The tunnel barrier pattern TBP may include, for example, a magnesium (Mg) oxide layer, a titanium (Ti) oxide layer, an aluminum (Al) oxide layer, a magnesium-zinc (MgZn) oxide layer, and/or a magnesium-boron (MgB) oxide layer.

The free magnetic pattern FL may have perpendicular magnetization properties due to magnetic anisotropy induced by junction between the free magnetic pattern FL and the tunnel barrier pattern TBP. A magnetization direction Mf of the free magnetic pattern FL may be changed into parallel or antiparallel to the second perpendicular magnetization direction 150M of the second pinning pattern 150. When the magnetization direction Mf of the free magnetic pattern FL is parallel to the second perpendicular magnetization direction 150M of the second pinning pattern 150, the magnetic tunnel junction pattern MTJ may have a low (a lower) resistance value. In contrast, when the magnetization direction Mf of the free magnetic pattern FL is antiparallel to the second perpendicular magnetization direction 150M of the second pinning pattern 150, the magnetic tunnel junction pattern MTJ may have a high (a higher) resistance value. The free magnetic pattern FL may include a magnetic material capable of inducing magnetic anisotropy at the interface between the free magnetic pattern FL and the tunnel barrier pattern TBP. For example, the free magnetic pattern FL may include cobalt-iron-boron (CoFeB). Hereinafter, the terms, high (higher), low (lower), and the like may refer to relative distances from the substrate 100. For example, element A higher than element B may mean that element A is disposed farther than element B from the upper surface 100U of the substrate 100 in the first direction DI.

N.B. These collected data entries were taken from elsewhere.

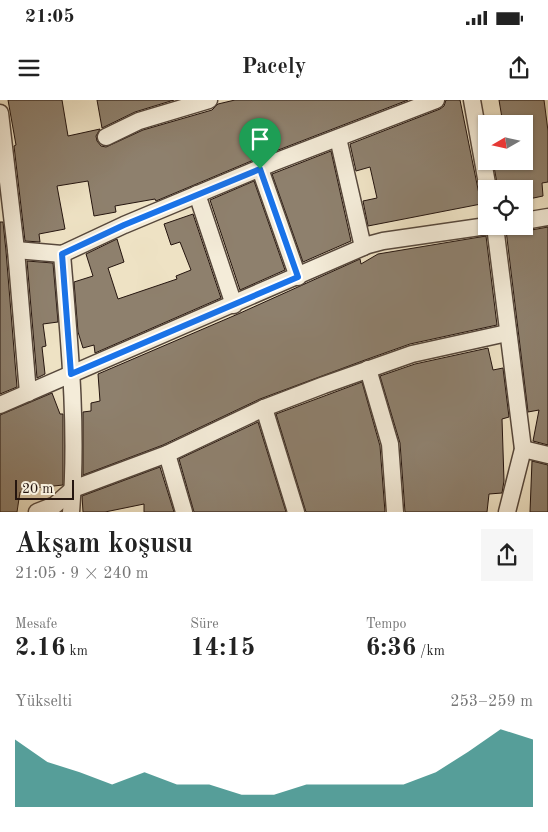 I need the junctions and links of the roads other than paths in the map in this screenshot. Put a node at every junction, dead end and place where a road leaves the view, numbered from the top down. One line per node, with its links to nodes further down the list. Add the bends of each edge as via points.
1 (209, 100): 5 (street, via 139,121)
2 (436, 100): 6 (street)
3 (472, 100): 8 (street)
4 (0, 113): 15 (street)
5 (106, 137)
6 (338, 138): 7 (street); 14 (street)
7 (260, 169): 9 (street); 17 (street)
8 (486, 180)
9 (197, 194): 16 (street); 18 (street)
10 (548, 218): 11 (street)
11 (533, 220)
12 (478, 227): 14 (street, via 383,241)
13 (496, 235): 19 (street)
14 (363, 247): 17 (street)
15 (16, 250): 16 (street); 22 (street)
16 (62, 254): 21 (street)
17 (298, 277): 18 (street)
18 (234, 304): 21 (street)
19 (508, 333): 20 (street, via 412,354); 25 (street)
20 (368, 369): 24 (street); 33 (street, via 390,444)
21 (71, 374): 22 (street); 28 (street)
22 (28, 393): 23 (street)
23 (0, 405)
24 (264, 408): 26 (street); 32 (street)
25 (523, 449): 27 (street); 34 (street)
26 (167, 454): 28 (street); 31 (street)
27 (548, 455)
28 (73, 489): 29 (street, via 55,505); 30 (street)
29 (37, 512)
30 (71, 512)
31 (184, 512)
32 (296, 512)
33 (395, 512)
34 (507, 512) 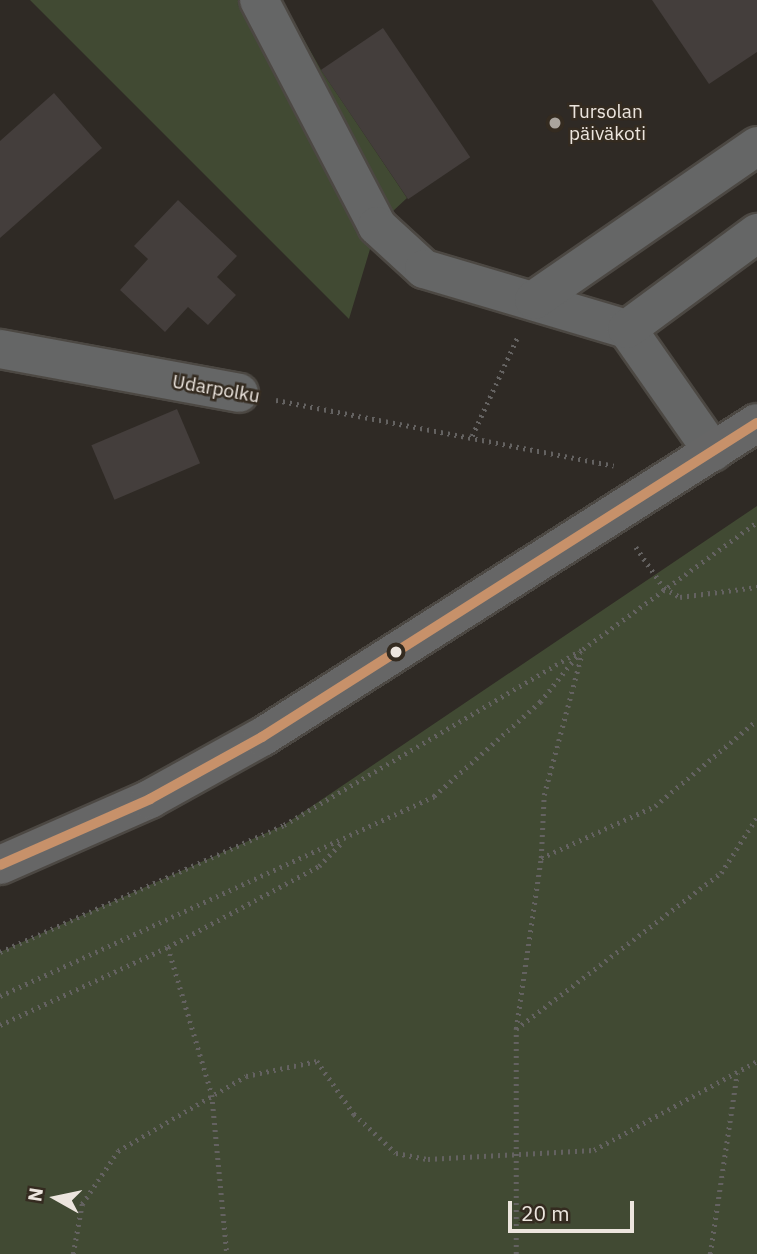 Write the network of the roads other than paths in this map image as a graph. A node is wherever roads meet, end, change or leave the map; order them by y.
1 (259, 0) edge
2 (757, 146) edge
3 (757, 233) edge
4 (534, 300) junction
5 (627, 329) junction
6 (0, 349) edge
7 (239, 393) road end
8 (757, 423) edge
9 (713, 452) junction
10 (0, 865) edge

1 - 4 street
2 - 4 street
3 - 5 street
4 - 5 street
5 - 9 street
6 - 7 street, Udarpolku
8 - 9 main road
9 - 10 main road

The magnetic tunnel junction pattern MTJ may further include a capping pattern 170 between the upper electrode TE and the free magnetic pattern FL, and may also further include an upper non-magnetic pattern 160 between the capping pattern 170 and the free magnetic pattern FL. The upper non-magnetic pattern 160 may include, for example, a magnesium (Mg) oxide layer, a titanium (Ti) oxide layer, an aluminum (Al) oxide layer, a magnesium-zinc (MgZn) oxide layer, and/or a magnesium-boron (MgB) oxide layer. For example, the upper non-magnetic pattern 160 may include the same material as that of the tunnel barrier pattern TBP. The free magnetic pattern FL may have magnetic anisotropy that is improved due to magnetic anisotropy induced at an interface between the upper non-magnetic pattern 160 and the free magnetic pattern FL. The capping pattern 170 may prevent degradation of the free magnetic pattern FL. The capping pattern 170 may include, for example, tantalum (Ta), ruthenium (Ru), molybdenum (Mo), aluminum (Al), copper (Cu), silver (Ag), titanium (Ti), tantalum nitride (TaN), and/or titanium nitride (TiN).

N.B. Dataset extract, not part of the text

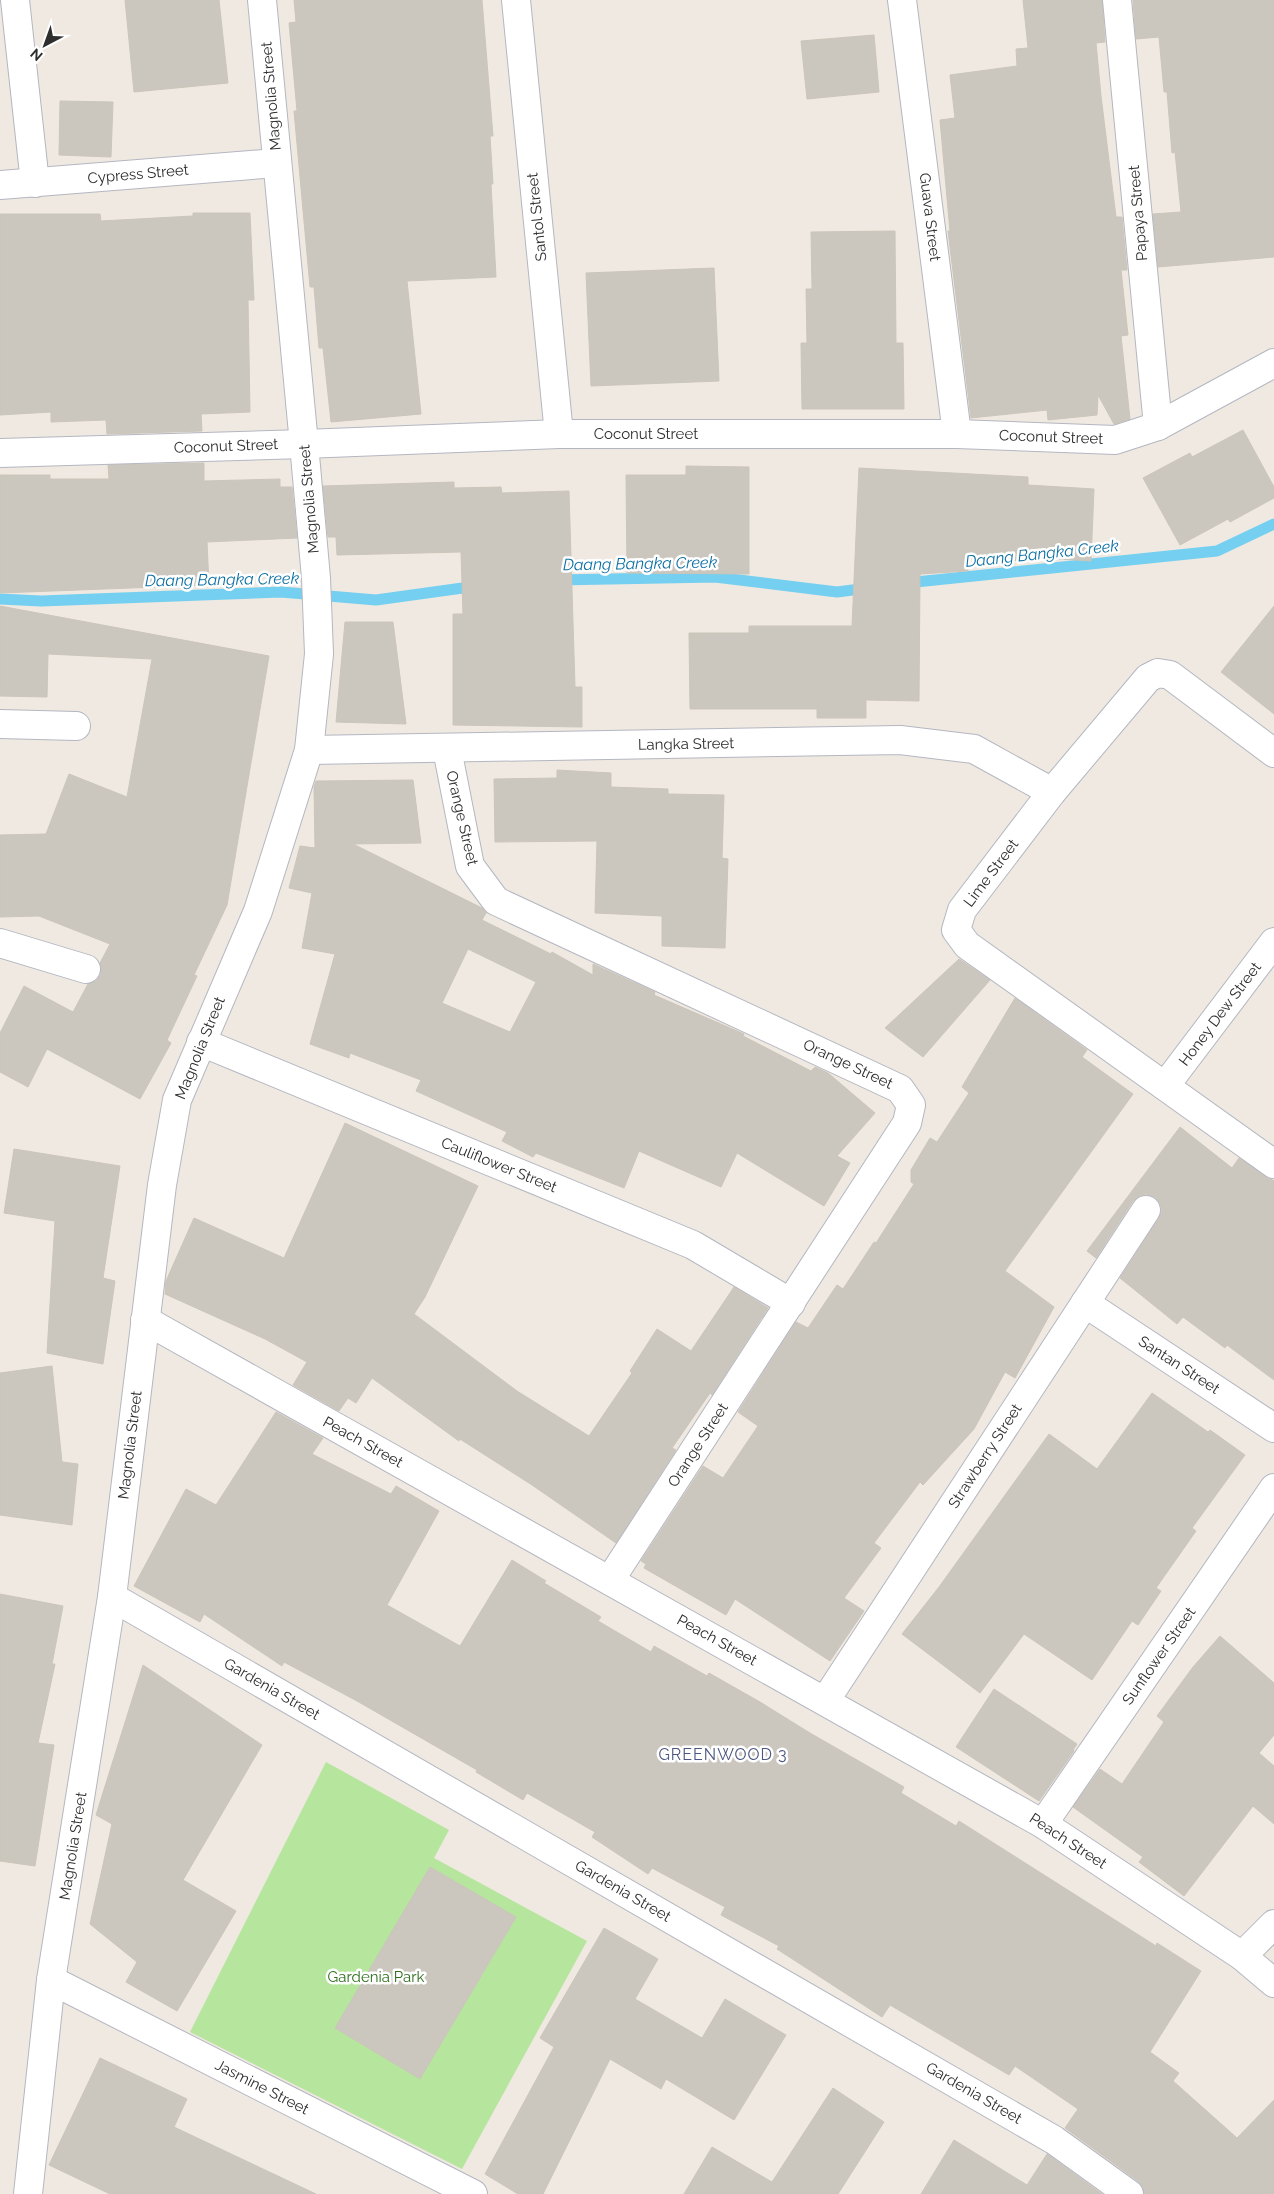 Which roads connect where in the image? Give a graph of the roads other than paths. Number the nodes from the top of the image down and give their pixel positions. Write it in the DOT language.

A second interlayer dielectric layer 200 may be disposed on the first interlayer dielectric layer 110, and may cover (at least partially cover) lateral surfaces (side surfaces) of the lower electrode BE, the magnetic tunnel junction pattern MTJ, and the upper electrode TE. The second interlayer dielectric layer 200 may include, for example, silicon oxide, silicon nitride, and/or silicon oxynitride.

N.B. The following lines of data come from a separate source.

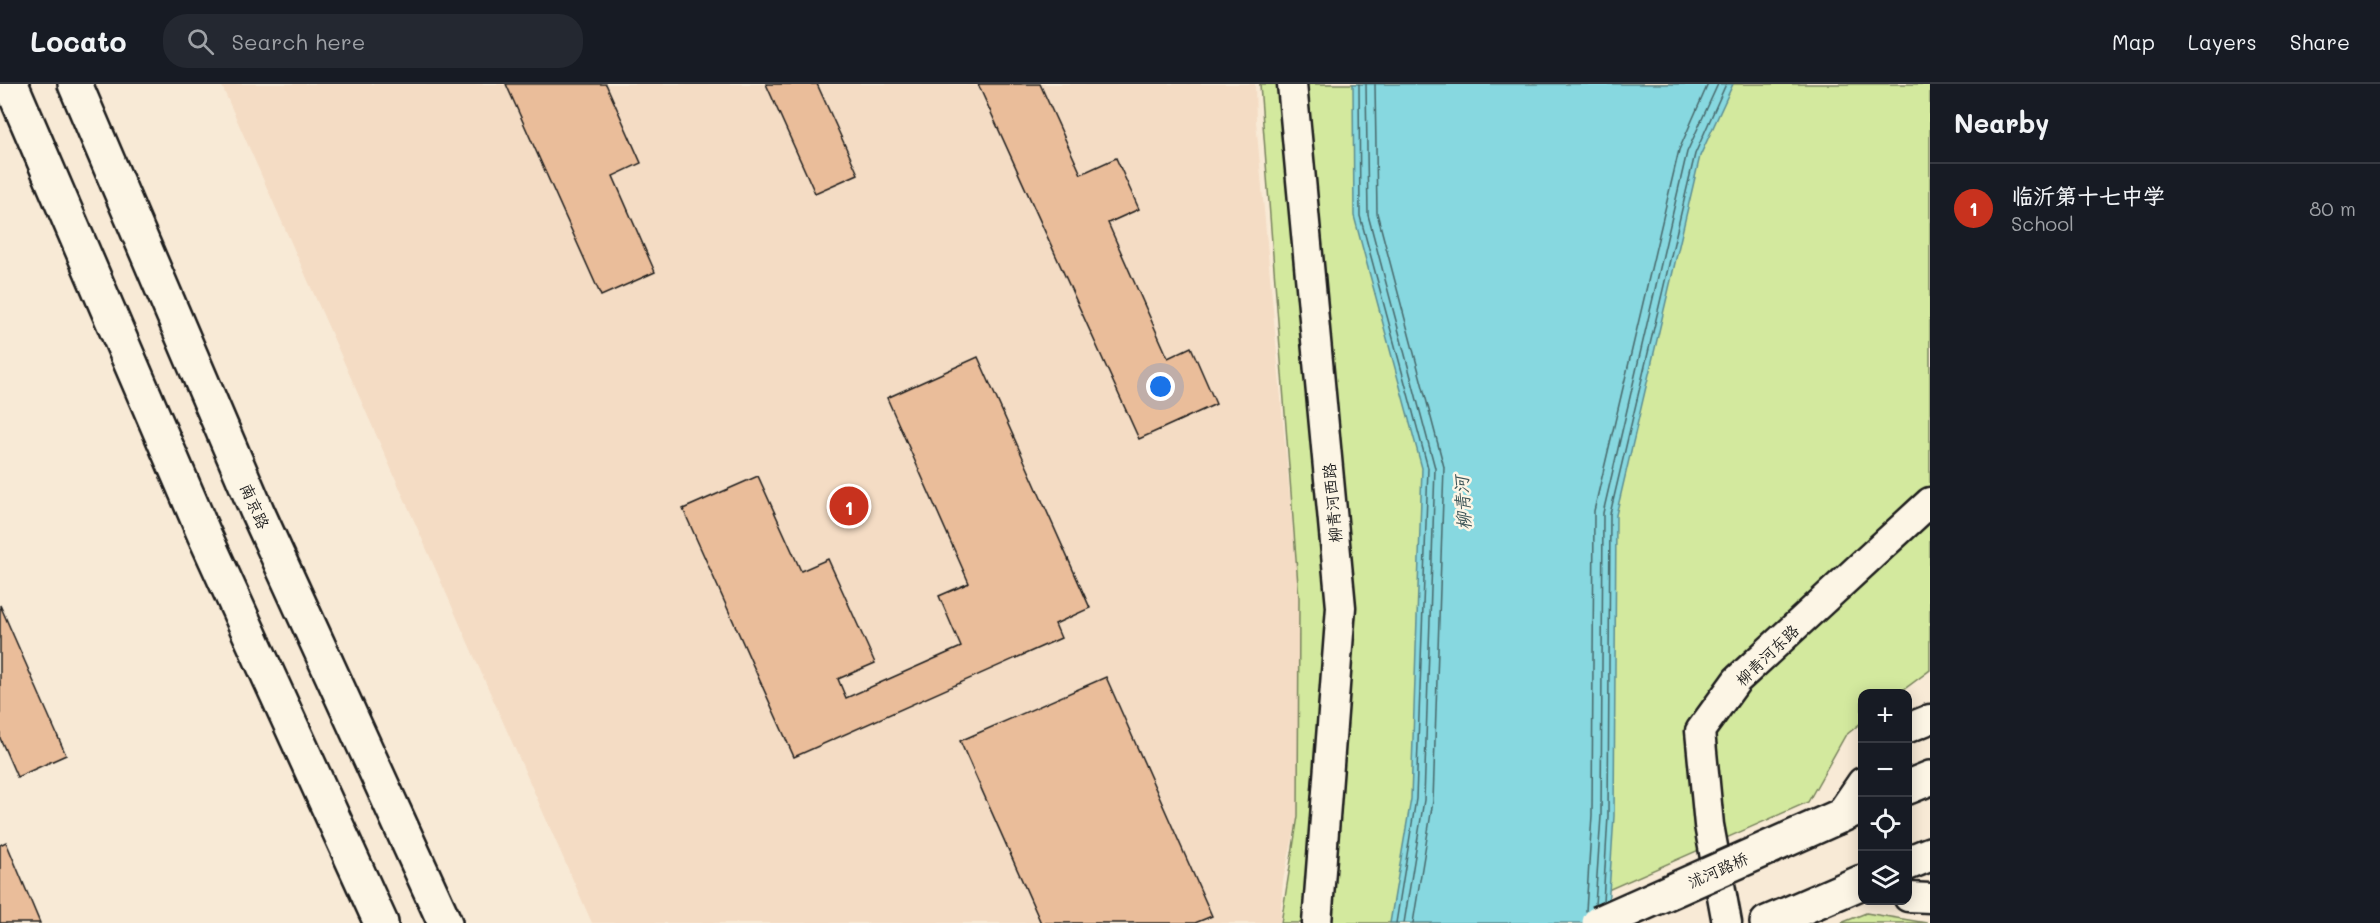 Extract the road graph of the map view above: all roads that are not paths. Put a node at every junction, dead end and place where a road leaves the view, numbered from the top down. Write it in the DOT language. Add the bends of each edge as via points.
graph roads {
  1 [pos="11,84"];
  2 [pos="75,84"];
  3 [pos="1292,84"];
  4 [pos="1930,502"];
  5 [pos="1930,719"];
  6 [pos="1912,726"];
  7 [pos="1930,778"];
  8 [pos="1912,786"];
  9 [pos="1858,794"];
  10 [pos="1850,812"];
  11 [pos="1930,854"];
  12 [pos="1912,861"];
  13 [pos="1858,884"];
  14 [pos="1829,896"];
  15 [pos="1858,896"];
  16 [pos="1912,897"];
  17 [pos="1930,898"];
  18 [pos="381,923"];
  19 [pos="445,923"];
  20 [pos="1317,923"];
  21 [pos="1599,923"];
  22 [pos="1727,923"];
  23 [pos="1767,923"];
  1 -- 18 [label="main road" via="204,534"];
  2 -- 19 [label="main road, 南京路" via="257,511"];
  3 -- 20 [label="street, 柳青河西路" via="1341,608"];
  4 -- 22 [label="street, 柳青河东路" via="1737,680 1700,731 1709,825"];
  5 -- 6 [label="street"];
  7 -- 8 [label="main road"];
  9 -- 10 [label="street"];
  10 -- 21 [label="main road, 沭河路桥, bridge"];
  11 -- 12 [label="main road"];
  13 -- 14 [label="main road"];
  14 -- 15 [label="street"];
  14 -- 23 [label="main road"];
  16 -- 17 [label="street"];
}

The second interlayer dielectric layer 200 may be provided thereon with an upper wiring line 210 connected (e.g., electrically connected) to the upper electrode TE. The upper wiring line 210 may extend in a second direction D2 parallel to the upper surface 100U of the substrate 100. The upper wiring line 210 may be connected (e.g., electrically connected) through the upper electrode TE to the magnetic tunnel junction pattern MTJ, and may serve as the bit line BL of FIG. 1. The upper wiring line 210 may include at least one selected from metal (e.g., copper) and conductive metal nitride.

FIG. 4 illustrates a plan view showing a magnetic memory device according to some embodiments of the present inventive concepts. FIG. 5 illustrates a cross-sectional view taken along line I-I′ of FIG. 4. For brevity of description, the following will focus on differences from those discussed above.

Referring to FIGS. 4 and 5, a wiring structure 102 and 104 may be disposed on a substrate 100. The wiring structure 102 and 104 may include lower wiring lines 102 vertically spaced apart from the substrate 100, and may also include lower contacts 104 connected to the lower wiring lines 102. The lower wiring lines 102 may be spaced apart along a first direction D1 from an upper surface 100U of the substrate 100, which first direction D1 is perpendicular to the upper surface 100U of the substrate 100. The lower contacts 104 may be disposed between the substrate 100 and the lower wiring lines 102, and each of the lower wiring lines 102 may be electrically connected to the substrate 100 through a corresponding one of the lower contacts 104. The lower wiring lines 102 and the lower contacts 104 may include, for example, metal (e.g., copper).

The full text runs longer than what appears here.